Dock leaves in history

The practice of using dock leaves to alleviate stinging nettle burn goes back centuries where it is mentioned in Chaucer′s Troilus and Criseyde.

Historical records show that dock leaves helped cure Julius Caesar’s soldiers of scurvy.

In 1653, Culpeper suggested boiling dock roots in vinegar for “bathing itches, scabs and breaking out of the skin.”

There are also numerous references to dock leaves in traditional Chinese medicine, Ayurveda and Classical Greek texts.

These numerous historical references suggest that docks have grown in abundant quantities for millennia.

How to get rid of dock leaves

Seedlings can simply be killed off by hoeing or delicate hand picking, but as soon as taproots have been allowed to develop they become a nightmare to get rid of. Established plants can only be killed by digging out the top 15-20cm of the taproot because the plant will not be able to resprout from a deeper point.

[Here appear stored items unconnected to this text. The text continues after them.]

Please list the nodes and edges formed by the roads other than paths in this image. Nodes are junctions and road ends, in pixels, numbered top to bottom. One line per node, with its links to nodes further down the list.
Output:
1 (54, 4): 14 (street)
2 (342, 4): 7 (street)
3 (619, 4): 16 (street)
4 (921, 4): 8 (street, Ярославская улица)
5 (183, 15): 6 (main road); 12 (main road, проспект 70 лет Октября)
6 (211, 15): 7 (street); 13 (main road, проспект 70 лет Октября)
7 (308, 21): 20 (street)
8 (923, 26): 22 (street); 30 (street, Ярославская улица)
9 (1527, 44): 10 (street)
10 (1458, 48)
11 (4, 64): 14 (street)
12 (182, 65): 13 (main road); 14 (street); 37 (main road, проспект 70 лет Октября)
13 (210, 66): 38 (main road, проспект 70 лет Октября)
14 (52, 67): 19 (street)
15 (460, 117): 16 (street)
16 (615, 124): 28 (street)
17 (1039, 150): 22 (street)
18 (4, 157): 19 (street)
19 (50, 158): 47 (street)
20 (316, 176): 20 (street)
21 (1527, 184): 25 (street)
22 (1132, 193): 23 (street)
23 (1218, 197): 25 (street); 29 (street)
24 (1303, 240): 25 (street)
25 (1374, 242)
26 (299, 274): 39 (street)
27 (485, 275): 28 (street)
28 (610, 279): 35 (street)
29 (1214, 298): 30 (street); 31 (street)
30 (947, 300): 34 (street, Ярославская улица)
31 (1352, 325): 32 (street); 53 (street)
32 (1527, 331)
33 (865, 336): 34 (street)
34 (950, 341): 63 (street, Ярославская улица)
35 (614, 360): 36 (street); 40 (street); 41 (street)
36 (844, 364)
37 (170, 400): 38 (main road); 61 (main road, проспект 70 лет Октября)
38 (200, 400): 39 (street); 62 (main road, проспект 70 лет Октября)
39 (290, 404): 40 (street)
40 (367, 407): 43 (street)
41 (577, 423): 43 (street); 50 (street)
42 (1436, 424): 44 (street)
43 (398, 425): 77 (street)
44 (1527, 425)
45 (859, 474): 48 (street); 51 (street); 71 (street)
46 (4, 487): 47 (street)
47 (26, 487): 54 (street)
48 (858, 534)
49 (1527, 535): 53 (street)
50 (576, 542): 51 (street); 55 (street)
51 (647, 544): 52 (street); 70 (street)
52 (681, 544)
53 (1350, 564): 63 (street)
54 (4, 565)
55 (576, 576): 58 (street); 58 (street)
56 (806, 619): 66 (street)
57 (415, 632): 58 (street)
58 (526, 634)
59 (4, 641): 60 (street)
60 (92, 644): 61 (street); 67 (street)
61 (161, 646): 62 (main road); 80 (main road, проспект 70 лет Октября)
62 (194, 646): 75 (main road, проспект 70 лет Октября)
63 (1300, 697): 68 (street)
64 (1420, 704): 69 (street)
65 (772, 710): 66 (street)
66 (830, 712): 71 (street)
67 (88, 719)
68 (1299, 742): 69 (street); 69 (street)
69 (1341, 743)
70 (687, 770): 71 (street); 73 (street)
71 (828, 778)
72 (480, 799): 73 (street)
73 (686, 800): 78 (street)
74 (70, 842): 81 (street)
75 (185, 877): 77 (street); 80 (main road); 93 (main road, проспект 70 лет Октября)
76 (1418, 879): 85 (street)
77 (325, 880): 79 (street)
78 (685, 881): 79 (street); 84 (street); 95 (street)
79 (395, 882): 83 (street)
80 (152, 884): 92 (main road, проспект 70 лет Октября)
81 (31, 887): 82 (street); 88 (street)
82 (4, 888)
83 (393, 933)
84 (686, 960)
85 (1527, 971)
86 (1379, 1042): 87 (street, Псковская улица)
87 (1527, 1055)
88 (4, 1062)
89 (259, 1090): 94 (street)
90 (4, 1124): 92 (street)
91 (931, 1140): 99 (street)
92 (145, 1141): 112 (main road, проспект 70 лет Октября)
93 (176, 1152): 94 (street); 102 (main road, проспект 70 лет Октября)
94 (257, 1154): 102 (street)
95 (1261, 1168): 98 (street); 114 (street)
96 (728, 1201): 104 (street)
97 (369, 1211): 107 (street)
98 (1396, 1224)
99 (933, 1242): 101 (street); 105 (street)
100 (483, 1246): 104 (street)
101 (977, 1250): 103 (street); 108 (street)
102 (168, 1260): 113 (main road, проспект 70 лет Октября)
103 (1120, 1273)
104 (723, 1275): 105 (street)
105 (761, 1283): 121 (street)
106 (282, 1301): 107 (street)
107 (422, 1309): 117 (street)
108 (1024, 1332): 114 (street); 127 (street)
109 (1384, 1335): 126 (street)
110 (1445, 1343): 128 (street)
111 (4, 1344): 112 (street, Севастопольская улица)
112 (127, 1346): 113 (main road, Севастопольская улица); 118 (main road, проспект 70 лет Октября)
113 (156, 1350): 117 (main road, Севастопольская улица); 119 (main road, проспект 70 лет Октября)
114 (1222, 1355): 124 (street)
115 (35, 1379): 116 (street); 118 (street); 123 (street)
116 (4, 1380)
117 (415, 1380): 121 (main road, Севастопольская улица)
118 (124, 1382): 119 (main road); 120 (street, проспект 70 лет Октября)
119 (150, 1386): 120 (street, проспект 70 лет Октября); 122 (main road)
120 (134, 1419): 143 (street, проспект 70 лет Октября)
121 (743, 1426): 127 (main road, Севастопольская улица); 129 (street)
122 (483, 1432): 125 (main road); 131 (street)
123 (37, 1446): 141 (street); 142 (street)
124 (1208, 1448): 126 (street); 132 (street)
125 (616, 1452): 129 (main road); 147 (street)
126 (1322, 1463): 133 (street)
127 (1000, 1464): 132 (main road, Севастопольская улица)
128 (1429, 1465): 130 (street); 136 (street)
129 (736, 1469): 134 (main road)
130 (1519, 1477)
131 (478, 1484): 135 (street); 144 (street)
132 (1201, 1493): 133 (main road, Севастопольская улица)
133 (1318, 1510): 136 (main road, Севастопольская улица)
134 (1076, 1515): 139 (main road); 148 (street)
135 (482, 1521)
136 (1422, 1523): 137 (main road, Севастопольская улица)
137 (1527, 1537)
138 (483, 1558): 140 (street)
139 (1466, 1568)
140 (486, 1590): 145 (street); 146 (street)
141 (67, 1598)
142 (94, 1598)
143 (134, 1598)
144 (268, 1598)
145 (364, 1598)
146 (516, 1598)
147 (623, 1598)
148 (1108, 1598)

With long-term control and removal in mind, it’s critical to stop seed production. You can do this by cutting down the flowering stems to stop them from spreading.

9 comments

Steve Elliott 12 July 2020 - 08:15

I’m sure there used to be a tool called a Dock Spade which had a long, narrow, tapered blade. That’s how they got rid of them before the modern chemicals. I couldn’t find any but they still make a spade called a drainer or a drain spade which looks the same.

Reply
Mars 12 July 2020 - 08:27

That’s a top tip. Thanks Steve. I’m going to have a look online because we don’t want to use chemicals in our field.

Reply
Steve Elliott 12 July 2020 - 11:47

Hi Mars, I came across this one –
https://www.fruithillfarm.com/dock-ragwort-digger.html

Which is a double pronged fork rather than a spade. It’s got a good review. Be worth a try.

Reply
Mars 12 July 2020 - 12:54

That’s awesome Steve. Great find.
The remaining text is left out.